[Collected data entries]
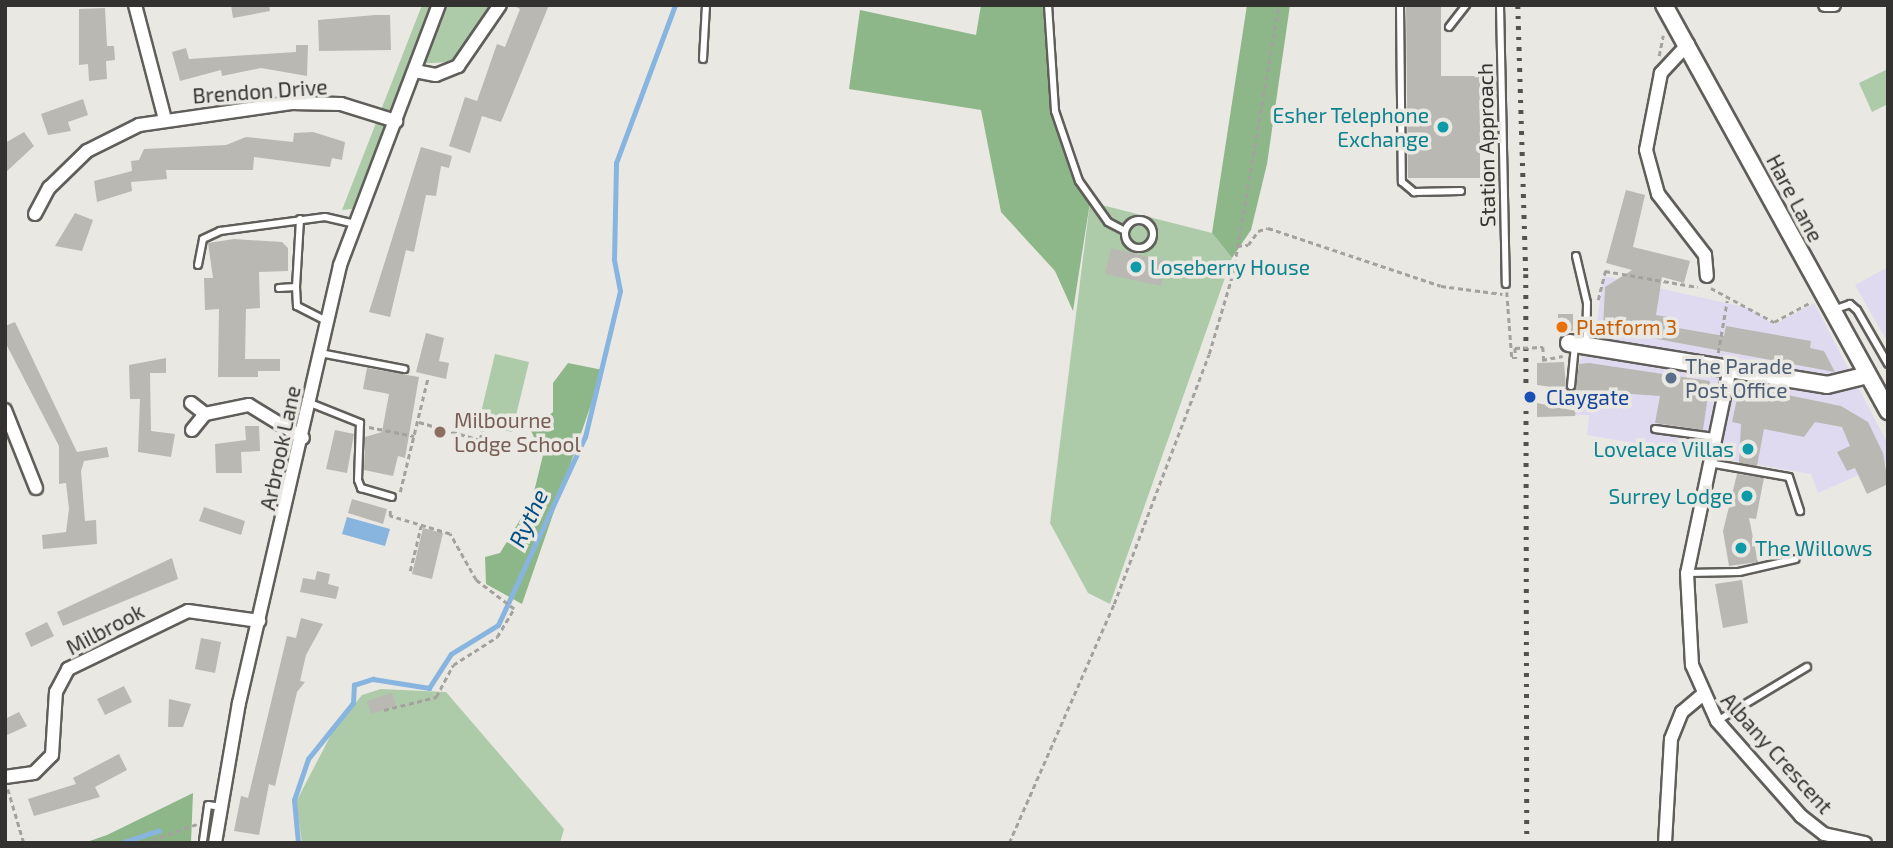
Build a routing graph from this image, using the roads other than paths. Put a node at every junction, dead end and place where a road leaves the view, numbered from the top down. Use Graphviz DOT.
graph roads {
  1 [pos="135,5"];
  2 [pos="439,5"];
  3 [pos="500,5"];
  4 [pos="706,5"];
  5 [pos="1048,5"];
  6 [pos="1400,5"];
  7 [pos="1466,5"];
  8 [pos="1500,5"];
  9 [pos="1825,5"];
  10 [pos="1834,5"];
  11 [pos="1666,8"];
  12 [pos="1449,27"];
  13 [pos="1688,44"];
  14 [pos="703,59"];
  15 [pos="415,71"];
  16 [pos="165,119"];
  17 [pos="396,121"];
  18 [pos="1461,191"];
  19 [pos="34,214"];
  20 [pos="300,219"];
  21 [pos="355,224"];
  22 [pos="1125,232"];
  23 [pos="1576,256"];
  24 [pos="198,265"];
  25 [pos="1707,276"];
  26 [pos="1506,284"];
  27 [pos="296,287"];
  28 [pos="279,288"];
  29 [pos="1831,310"];
  30 [pos="326,321"];
  31 [pos="1577,343"];
  32 [pos="319,352"];
  33 [pos="1888,364"];
  34 [pos="1723,366"];
  35 [pos="404,369"];
  36 [pos="1868,375"];
  37 [pos="1571,386"];
  38 [pos="191,403"];
  39 [pos="310,403"];
  40 [pos="5,410"];
  41 [pos="1888,411"];
  42 [pos="205,414"];
  43 [pos="1655,429"];
  44 [pos="192,430"];
  45 [pos="1714,437"];
  46 [pos="303,438"];
  47 [pos="1707,463"];
  48 [pos="36,488"];
  49 [pos="392,497"];
  50 [pos="1800,512"];
  51 [pos="1796,559"];
  52 [pos="1687,573"];
  53 [pos="259,621"];
  54 [pos="1807,667"];
  55 [pos="1701,696"];
  56 [pos="1717,721"];
  57 [pos="5,777"];
  58 [pos="222,807"];
  59 [pos="209,842"];
  60 [pos="1665,843"];
  61 [pos="1865,843"];
  1 -- 16 [label="street"];
  2 -- 15 [label="street, Arbrook Lane"];
  3 -- 15 [label="street"];
  4 -- 14 [label="lane"];
  5 -- 22 [label="lane"];
  6 -- 18 [label="lane"];
  7 -- 12 [label="lane"];
  8 -- 26 [label="lane, Station Approach"];
  9 -- 10 [label="street"];
  11 -- 13 [label="street, Hare Lane"];
  13 -- 25 [label="street"];
  13 -- 29 [label="street, Hare Lane"];
  15 -- 17 [label="street, Arbrook Lane"];
  16 -- 17 [label="street, Brendon Drive"];
  16 -- 19 [label="street, Brendon Drive"];
  17 -- 21 [label="street, Arbrook Lane"];
  20 -- 21 [label="lane"];
  20 -- 24 [label="lane"];
  20 -- 27 [label="lane"];
  21 -- 30 [label="street, Arbrook Lane"];
  22 -- 22 [label="lane"];
  23 -- 31 [label="lane"];
  27 -- 28 [label="lane"];
  27 -- 30 [label="lane"];
  29 -- 33 [label="lane"];
  29 -- 36 [label="street, Hare Lane"];
  30 -- 32 [label="street, Arbrook Lane"];
  31 -- 34 [label="street"];
  31 -- 37 [label="lane"];
  32 -- 35 [label="lane"];
  32 -- 39 [label="street, Arbrook Lane"];
  34 -- 36 [label="street"];
  34 -- 45 [label="street, Albany Crescent"];
  36 -- 41 [label="street, Hare Lane"];
  38 -- 42 [label="street"];
  39 -- 46 [label="street, Arbrook Lane"];
  39 -- 49 [label="lane"];
  40 -- 48 [label="street"];
  42 -- 44 [label="street"];
  42 -- 46 [label="street"];
  43 -- 45 [label="lane"];
  45 -- 47 [label="street, Albany Crescent"];
  46 -- 53 [label="street, Arbrook Lane"];
  47 -- 50 [label="lane"];
  47 -- 52 [label="street, Albany Crescent"];
  51 -- 52 [label="lane"];
  52 -- 55 [label="street, Albany Crescent"];
  53 -- 57 [label="street, Milbrook"];
  53 -- 58 [label="street, Arbrook Lane"];
  54 -- 56 [label="lane"];
  55 -- 56 [label="street, Albany Crescent"];
  55 -- 60 [label="street"];
  56 -- 61 [label="street, Albany Crescent"];
  58 -- 59 [label="street, Arbrook Lane"];
  58 -- 59 [label="lane"];
}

Work order: Leave out the pictures and set down all of the data exactly.

Reply to the task:
Build a routing graph from this image, using the roads other than paths. Put a node at every junction, dead end and place where a road leaves the view, numbered from the top down. Use Graphviz DOT.
graph roads {
  1 [pos="135,5"];
  2 [pos="439,5"];
  3 [pos="500,5"];
  4 [pos="706,5"];
  5 [pos="1048,5"];
  6 [pos="1400,5"];
  7 [pos="1466,5"];
  8 [pos="1500,5"];
  9 [pos="1825,5"];
  10 [pos="1834,5"];
  11 [pos="1666,8"];
  12 [pos="1449,27"];
  13 [pos="1688,44"];
  14 [pos="703,59"];
  15 [pos="415,71"];
  16 [pos="165,119"];
  17 [pos="396,121"];
  18 [pos="1461,191"];
  19 [pos="34,214"];
  20 [pos="300,219"];
  21 [pos="355,224"];
  22 [pos="1125,232"];
  23 [pos="1576,256"];
  24 [pos="198,265"];
  25 [pos="1707,276"];
  26 [pos="1506,284"];
  27 [pos="296,287"];
  28 [pos="279,288"];
  29 [pos="1831,310"];
  30 [pos="326,321"];
  31 [pos="1577,343"];
  32 [pos="319,352"];
  33 [pos="1888,364"];
  34 [pos="1723,366"];
  35 [pos="404,369"];
  36 [pos="1868,375"];
  37 [pos="1571,386"];
  38 [pos="191,403"];
  39 [pos="310,403"];
  40 [pos="5,410"];
  41 [pos="1888,411"];
  42 [pos="205,414"];
  43 [pos="1655,429"];
  44 [pos="192,430"];
  45 [pos="1714,437"];
  46 [pos="303,438"];
  47 [pos="1707,463"];
  48 [pos="36,488"];
  49 [pos="392,497"];
  50 [pos="1800,512"];
  51 [pos="1796,559"];
  52 [pos="1687,573"];
  53 [pos="259,621"];
  54 [pos="1807,667"];
  55 [pos="1701,696"];
  56 [pos="1717,721"];
  57 [pos="5,777"];
  58 [pos="222,807"];
  59 [pos="209,842"];
  60 [pos="1665,843"];
  61 [pos="1865,843"];
  1 -- 16 [label="street"];
  2 -- 15 [label="street, Arbrook Lane"];
  3 -- 15 [label="street"];
  4 -- 14 [label="lane"];
  5 -- 22 [label="lane"];
  6 -- 18 [label="lane"];
  7 -- 12 [label="lane"];
  8 -- 26 [label="lane, Station Approach"];
  9 -- 10 [label="street"];
  11 -- 13 [label="street, Hare Lane"];
  13 -- 25 [label="street"];
  13 -- 29 [label="street, Hare Lane"];
  15 -- 17 [label="street, Arbrook Lane"];
  16 -- 17 [label="street, Brendon Drive"];
  16 -- 19 [label="street, Brendon Drive"];
  17 -- 21 [label="street, Arbrook Lane"];
  20 -- 21 [label="lane"];
  20 -- 24 [label="lane"];
  20 -- 27 [label="lane"];
  21 -- 30 [label="street, Arbrook Lane"];
  22 -- 22 [label="lane"];
  23 -- 31 [label="lane"];
  27 -- 28 [label="lane"];
  27 -- 30 [label="lane"];
  29 -- 33 [label="lane"];
  29 -- 36 [label="street, Hare Lane"];
  30 -- 32 [label="street, Arbrook Lane"];
  31 -- 34 [label="street"];
  31 -- 37 [label="lane"];
  32 -- 35 [label="lane"];
  32 -- 39 [label="street, Arbrook Lane"];
  34 -- 36 [label="street"];
  34 -- 45 [label="street, Albany Crescent"];
  36 -- 41 [label="street, Hare Lane"];
  38 -- 42 [label="street"];
  39 -- 46 [label="street, Arbrook Lane"];
  39 -- 49 [label="lane"];
  40 -- 48 [label="street"];
  42 -- 44 [label="street"];
  42 -- 46 [label="street"];
  43 -- 45 [label="lane"];
  45 -- 47 [label="street, Albany Crescent"];
  46 -- 53 [label="street, Arbrook Lane"];
  47 -- 50 [label="lane"];
  47 -- 52 [label="street, Albany Crescent"];
  51 -- 52 [label="lane"];
  52 -- 55 [label="street, Albany Crescent"];
  53 -- 57 [label="street, Milbrook"];
  53 -- 58 [label="street, Arbrook Lane"];
  54 -- 56 [label="lane"];
  55 -- 56 [label="street, Albany Crescent"];
  55 -- 60 [label="street"];
  56 -- 61 [label="street, Albany Crescent"];
  58 -- 59 [label="street, Arbrook Lane"];
  58 -- 59 [label="lane"];
}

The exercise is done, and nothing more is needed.